Problem requirements: Copy out, from the data below, each line in which the word "nodes" occurs.

• • • •

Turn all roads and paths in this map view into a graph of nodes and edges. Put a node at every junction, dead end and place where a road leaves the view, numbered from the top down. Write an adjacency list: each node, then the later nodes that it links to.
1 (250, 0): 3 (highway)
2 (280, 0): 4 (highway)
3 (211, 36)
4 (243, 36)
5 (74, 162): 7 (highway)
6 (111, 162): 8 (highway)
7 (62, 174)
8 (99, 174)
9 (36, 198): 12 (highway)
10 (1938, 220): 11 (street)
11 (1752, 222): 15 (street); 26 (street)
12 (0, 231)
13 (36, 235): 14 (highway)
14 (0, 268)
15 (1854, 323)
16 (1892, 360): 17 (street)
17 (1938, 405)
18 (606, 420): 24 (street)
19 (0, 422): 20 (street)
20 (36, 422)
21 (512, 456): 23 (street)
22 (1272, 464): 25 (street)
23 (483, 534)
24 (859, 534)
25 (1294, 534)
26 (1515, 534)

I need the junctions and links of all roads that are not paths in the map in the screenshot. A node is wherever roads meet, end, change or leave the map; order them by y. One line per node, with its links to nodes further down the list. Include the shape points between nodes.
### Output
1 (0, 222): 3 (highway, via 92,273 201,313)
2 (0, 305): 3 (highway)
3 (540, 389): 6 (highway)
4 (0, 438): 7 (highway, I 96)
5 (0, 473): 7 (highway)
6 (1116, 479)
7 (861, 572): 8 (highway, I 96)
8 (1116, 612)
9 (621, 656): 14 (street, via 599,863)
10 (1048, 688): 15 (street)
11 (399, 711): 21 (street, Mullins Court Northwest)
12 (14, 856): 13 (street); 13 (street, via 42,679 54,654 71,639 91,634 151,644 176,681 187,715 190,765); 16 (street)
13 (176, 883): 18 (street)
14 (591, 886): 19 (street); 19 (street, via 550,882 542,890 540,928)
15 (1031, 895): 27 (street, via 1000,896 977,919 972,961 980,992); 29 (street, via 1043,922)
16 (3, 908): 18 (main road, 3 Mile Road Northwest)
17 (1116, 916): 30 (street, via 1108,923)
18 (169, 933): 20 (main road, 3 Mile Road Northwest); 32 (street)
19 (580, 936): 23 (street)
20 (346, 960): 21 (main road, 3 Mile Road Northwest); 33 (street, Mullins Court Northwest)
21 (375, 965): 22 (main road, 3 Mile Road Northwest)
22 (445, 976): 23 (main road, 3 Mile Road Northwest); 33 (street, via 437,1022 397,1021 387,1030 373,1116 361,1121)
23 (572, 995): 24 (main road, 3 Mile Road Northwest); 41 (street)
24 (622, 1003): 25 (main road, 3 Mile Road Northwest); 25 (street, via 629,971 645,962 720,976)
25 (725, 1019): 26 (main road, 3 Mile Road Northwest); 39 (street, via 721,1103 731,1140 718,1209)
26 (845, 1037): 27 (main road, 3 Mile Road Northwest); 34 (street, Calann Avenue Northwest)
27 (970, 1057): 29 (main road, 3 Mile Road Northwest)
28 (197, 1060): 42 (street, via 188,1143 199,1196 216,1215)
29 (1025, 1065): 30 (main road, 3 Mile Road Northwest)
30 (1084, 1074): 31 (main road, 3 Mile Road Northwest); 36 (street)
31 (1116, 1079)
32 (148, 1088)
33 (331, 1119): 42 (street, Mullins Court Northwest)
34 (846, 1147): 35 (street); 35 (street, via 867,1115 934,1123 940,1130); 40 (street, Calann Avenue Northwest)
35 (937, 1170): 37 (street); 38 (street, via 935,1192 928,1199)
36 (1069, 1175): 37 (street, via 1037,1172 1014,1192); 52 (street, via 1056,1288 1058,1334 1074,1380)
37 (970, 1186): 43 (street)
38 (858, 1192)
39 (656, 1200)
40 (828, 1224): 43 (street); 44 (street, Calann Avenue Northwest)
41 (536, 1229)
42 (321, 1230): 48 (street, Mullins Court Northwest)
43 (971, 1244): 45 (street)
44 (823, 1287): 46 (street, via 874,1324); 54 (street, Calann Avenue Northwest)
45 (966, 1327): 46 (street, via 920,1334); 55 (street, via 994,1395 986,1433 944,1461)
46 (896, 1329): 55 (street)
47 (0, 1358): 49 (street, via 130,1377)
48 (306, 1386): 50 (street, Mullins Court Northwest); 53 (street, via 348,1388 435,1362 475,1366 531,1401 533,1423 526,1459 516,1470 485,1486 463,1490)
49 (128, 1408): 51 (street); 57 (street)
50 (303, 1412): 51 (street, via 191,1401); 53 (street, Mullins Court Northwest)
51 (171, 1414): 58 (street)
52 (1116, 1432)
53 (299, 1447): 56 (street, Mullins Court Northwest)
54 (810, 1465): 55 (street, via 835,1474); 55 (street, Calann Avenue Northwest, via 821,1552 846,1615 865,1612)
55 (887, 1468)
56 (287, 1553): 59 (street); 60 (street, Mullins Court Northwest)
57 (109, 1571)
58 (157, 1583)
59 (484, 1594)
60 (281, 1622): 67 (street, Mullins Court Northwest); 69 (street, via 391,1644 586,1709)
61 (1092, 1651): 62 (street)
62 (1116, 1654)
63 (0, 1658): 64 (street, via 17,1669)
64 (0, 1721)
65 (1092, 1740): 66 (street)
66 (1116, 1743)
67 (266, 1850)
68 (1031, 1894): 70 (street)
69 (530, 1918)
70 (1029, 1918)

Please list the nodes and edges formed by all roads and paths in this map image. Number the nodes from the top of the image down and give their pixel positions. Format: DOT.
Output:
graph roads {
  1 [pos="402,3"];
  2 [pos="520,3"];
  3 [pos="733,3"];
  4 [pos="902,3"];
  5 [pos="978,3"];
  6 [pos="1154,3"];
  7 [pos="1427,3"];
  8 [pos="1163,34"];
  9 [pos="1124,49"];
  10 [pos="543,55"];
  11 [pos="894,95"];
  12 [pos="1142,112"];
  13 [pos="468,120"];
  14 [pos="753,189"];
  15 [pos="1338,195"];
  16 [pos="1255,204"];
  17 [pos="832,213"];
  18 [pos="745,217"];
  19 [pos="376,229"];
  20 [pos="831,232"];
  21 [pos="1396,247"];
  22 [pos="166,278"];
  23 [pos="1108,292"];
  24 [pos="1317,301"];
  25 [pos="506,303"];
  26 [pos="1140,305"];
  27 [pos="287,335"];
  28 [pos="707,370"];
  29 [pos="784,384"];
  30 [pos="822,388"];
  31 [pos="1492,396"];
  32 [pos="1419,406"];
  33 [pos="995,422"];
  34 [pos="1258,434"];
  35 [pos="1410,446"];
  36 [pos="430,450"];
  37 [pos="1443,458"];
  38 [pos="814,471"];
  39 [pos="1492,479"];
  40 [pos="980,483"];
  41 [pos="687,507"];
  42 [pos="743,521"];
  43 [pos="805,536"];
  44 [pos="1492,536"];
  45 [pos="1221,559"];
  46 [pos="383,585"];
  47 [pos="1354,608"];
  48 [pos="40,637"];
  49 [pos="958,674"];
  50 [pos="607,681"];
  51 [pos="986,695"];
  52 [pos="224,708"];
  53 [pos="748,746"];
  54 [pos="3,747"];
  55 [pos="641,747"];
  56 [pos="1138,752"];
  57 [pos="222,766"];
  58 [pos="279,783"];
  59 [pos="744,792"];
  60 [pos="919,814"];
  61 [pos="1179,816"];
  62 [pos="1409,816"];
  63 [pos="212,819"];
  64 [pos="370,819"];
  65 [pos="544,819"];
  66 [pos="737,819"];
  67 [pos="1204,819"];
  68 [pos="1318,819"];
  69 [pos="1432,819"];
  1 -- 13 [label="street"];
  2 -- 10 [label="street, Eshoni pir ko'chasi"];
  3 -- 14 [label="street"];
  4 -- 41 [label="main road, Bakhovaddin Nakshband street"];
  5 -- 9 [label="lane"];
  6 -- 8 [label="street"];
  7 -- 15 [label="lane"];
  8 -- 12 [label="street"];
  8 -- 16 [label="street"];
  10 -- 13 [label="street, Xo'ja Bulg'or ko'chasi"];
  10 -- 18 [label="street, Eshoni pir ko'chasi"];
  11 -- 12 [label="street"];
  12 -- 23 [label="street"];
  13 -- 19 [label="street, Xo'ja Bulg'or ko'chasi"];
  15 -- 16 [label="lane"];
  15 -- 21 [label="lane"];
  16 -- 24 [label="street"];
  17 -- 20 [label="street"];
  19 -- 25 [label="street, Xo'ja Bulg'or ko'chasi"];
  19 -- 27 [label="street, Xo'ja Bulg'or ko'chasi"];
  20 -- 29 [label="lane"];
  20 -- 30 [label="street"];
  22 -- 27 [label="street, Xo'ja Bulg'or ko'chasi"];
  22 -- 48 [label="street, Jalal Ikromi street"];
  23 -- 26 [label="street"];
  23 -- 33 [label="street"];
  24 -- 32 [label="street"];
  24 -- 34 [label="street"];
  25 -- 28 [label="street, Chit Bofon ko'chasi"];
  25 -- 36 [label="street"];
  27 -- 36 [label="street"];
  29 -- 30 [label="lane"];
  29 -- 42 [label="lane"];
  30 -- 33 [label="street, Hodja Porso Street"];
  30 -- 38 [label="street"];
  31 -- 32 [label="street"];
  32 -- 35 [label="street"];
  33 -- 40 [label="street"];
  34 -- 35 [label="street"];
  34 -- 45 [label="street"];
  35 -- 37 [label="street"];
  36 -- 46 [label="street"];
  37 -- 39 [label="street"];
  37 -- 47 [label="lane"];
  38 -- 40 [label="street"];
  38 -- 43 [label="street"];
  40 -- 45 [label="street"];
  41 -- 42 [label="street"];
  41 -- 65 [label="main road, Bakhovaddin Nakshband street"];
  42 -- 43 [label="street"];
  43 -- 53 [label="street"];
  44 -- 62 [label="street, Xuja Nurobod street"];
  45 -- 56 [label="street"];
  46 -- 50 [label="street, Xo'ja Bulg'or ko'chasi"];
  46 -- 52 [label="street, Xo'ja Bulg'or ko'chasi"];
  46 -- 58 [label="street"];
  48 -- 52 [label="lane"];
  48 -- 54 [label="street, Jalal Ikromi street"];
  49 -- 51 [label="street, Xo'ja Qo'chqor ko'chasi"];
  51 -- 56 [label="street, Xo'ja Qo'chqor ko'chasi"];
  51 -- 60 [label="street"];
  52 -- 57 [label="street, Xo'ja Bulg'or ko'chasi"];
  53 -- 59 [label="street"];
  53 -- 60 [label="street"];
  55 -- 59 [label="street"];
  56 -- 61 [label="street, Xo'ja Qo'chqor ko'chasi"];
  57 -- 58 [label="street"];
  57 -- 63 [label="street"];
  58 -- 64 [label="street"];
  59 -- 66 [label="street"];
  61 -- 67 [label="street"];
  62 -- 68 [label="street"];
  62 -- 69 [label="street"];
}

• • • •

Output of the task:
Turn all roads and paths in this map view into a graph of nodes and edges. Put a node at every junction, dead end and place where a road leaves the view, numbered from the top down. Write an adjacency list: each node, then the later nodes that it links to.
I need the junctions and links of all roads that are not paths in the map in the screenshot. A node is wherever roads meet, end, change or leave the map; order them by y. One line per node, with its links to nodes further down the list. Include the shape points between nodes.
Please list the nodes and edges formed by all roads and paths in this map image. Number the nodes from the top of the image down and give their pixel positions. Format: DOT.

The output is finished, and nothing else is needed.